# Hey, Everyone



## Source4 (Feb 7, 2004)

Hello,
Found this site by accident, but I'm certainly glad I did. I havent browsed the forums yet but this seems like a great community for tech. Well I guess I should tell you all a little about myself: I'm 18 and attending college for my BA with Technical/Production Emphasis. Doing all the Nap time classes right now, Math Speech English comp.... and so on. I'm primarily a Lighting guy but I also love Carpentry, and sound. Cya around


----------



## wemeck (Feb 7, 2004)

Nice Screen Name! Welcome to the site! Dvs Dave is our site Admin and should be here shortly to say hi.
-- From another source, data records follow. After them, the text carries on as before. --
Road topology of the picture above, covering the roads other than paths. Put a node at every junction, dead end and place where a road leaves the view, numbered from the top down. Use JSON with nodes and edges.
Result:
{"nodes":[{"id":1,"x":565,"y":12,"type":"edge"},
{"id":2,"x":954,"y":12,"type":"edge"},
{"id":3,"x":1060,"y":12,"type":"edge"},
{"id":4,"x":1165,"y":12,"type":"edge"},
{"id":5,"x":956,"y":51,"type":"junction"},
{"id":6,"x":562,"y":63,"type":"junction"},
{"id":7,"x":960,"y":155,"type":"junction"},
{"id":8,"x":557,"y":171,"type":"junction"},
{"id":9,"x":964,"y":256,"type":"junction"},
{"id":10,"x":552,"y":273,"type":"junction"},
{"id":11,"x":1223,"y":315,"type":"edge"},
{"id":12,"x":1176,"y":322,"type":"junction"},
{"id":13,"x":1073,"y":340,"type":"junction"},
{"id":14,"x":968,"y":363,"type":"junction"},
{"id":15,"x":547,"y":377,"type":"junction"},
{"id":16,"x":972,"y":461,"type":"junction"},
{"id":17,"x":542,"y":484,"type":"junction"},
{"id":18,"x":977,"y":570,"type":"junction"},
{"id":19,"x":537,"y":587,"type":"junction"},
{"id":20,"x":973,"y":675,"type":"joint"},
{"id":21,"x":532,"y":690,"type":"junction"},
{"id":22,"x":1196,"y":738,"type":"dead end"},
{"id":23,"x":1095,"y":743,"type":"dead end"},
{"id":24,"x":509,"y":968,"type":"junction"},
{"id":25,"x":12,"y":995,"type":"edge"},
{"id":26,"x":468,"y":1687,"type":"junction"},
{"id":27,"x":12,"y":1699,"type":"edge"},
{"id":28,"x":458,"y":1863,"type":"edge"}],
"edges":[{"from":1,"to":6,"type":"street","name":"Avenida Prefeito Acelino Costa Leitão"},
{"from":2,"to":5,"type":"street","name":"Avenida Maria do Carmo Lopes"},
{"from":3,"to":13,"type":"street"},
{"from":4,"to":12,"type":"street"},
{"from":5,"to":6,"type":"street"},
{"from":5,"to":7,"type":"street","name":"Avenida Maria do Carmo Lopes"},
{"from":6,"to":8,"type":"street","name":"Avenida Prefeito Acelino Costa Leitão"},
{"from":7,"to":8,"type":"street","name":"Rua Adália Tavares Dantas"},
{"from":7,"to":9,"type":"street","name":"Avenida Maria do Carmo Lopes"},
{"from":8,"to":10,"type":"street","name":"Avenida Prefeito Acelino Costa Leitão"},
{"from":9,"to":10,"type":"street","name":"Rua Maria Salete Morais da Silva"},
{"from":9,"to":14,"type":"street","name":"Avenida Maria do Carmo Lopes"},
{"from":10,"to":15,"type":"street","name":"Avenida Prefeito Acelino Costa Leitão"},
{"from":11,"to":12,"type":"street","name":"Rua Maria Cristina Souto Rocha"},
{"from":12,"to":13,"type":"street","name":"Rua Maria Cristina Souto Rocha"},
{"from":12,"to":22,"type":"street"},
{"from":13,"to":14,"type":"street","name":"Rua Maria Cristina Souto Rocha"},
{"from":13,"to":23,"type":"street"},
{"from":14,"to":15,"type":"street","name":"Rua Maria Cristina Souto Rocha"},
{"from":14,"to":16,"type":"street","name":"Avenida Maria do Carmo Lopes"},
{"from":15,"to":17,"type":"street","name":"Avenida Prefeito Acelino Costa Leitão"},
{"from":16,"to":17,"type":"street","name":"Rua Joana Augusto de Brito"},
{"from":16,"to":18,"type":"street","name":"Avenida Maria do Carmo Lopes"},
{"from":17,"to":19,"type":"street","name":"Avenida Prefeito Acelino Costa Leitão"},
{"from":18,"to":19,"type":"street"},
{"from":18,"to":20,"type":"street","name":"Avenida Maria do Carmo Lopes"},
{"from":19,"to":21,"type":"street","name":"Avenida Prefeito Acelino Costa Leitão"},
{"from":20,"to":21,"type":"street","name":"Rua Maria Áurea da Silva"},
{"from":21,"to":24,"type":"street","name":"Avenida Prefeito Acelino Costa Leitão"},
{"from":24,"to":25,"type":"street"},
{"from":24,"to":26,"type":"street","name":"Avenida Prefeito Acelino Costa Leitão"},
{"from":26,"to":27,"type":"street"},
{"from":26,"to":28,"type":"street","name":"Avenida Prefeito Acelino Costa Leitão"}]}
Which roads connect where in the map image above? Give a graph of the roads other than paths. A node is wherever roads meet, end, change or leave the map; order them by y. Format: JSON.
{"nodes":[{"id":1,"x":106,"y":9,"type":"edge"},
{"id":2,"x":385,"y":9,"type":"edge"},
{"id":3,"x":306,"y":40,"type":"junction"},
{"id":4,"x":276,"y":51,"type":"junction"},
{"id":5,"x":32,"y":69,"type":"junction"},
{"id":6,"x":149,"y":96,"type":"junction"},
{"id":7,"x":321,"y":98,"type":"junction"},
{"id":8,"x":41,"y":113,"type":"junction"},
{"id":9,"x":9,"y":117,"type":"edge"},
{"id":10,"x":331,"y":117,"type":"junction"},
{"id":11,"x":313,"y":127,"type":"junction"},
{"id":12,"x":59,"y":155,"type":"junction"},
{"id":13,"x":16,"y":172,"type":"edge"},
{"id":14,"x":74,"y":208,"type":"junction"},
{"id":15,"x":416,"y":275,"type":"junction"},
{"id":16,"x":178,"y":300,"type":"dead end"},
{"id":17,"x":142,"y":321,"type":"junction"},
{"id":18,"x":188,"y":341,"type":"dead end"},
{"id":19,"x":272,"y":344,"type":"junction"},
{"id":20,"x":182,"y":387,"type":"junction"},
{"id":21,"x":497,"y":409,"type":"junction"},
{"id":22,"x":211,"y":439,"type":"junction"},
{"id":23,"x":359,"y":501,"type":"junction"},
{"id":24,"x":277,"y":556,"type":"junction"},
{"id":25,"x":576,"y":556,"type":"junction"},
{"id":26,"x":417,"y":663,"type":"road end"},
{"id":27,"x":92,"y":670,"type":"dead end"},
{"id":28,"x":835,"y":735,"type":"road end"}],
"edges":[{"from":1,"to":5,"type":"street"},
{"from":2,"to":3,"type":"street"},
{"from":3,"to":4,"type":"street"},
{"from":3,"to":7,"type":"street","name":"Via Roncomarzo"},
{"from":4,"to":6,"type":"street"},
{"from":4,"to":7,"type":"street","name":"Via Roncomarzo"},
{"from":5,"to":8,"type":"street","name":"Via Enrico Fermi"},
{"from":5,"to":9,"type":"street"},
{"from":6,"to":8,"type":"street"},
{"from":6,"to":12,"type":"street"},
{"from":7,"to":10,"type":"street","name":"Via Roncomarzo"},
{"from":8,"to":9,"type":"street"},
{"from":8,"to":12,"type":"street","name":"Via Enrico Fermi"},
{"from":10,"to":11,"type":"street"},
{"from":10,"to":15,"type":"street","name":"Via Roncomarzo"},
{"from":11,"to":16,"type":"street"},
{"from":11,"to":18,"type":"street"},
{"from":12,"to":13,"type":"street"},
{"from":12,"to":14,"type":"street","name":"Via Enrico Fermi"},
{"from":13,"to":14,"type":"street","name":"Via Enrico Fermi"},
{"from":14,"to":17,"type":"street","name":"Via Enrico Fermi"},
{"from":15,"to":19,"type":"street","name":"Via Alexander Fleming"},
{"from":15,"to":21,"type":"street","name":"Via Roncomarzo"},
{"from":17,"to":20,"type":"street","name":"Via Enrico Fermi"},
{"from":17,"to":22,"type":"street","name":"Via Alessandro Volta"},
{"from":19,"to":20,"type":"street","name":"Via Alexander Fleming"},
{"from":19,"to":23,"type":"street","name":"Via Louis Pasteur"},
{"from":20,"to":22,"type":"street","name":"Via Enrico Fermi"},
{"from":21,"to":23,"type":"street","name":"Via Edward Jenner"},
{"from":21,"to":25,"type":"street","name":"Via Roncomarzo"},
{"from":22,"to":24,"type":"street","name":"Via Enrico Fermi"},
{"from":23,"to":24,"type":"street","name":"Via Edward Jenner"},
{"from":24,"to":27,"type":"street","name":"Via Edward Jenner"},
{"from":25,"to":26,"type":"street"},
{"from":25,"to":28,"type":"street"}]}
I hope you enjoy the site and I hope to see you around the forums.


----------



## Joren_Wendschuh (Feb 7, 2004)

Welcome!
Enjoy your stay here... It realy is quite a good resource.


----------



## wolf825 (Feb 7, 2004)

Hello and welcome to the forums. Hope you visit often and feel free to ask questions and post any answers. Everyone has something to contribute regardless of experience--this website is for everyone to learn and share ideas openly.

Welcome!

-wolf


----------



## ship (Feb 7, 2004)

AARG!

That means Welcome and what they said.

(PS. I hate the pirate Avatar - it's not me)


----------



## dvsDave (Feb 7, 2004)

Welcome Source4,

I am dvsDave, your webmaster! Just wanted to drop by and welcome you to our little online community!!

mmm... nap time classes... I love those...

hope to see you around the forums often!!

-dvsDave


----------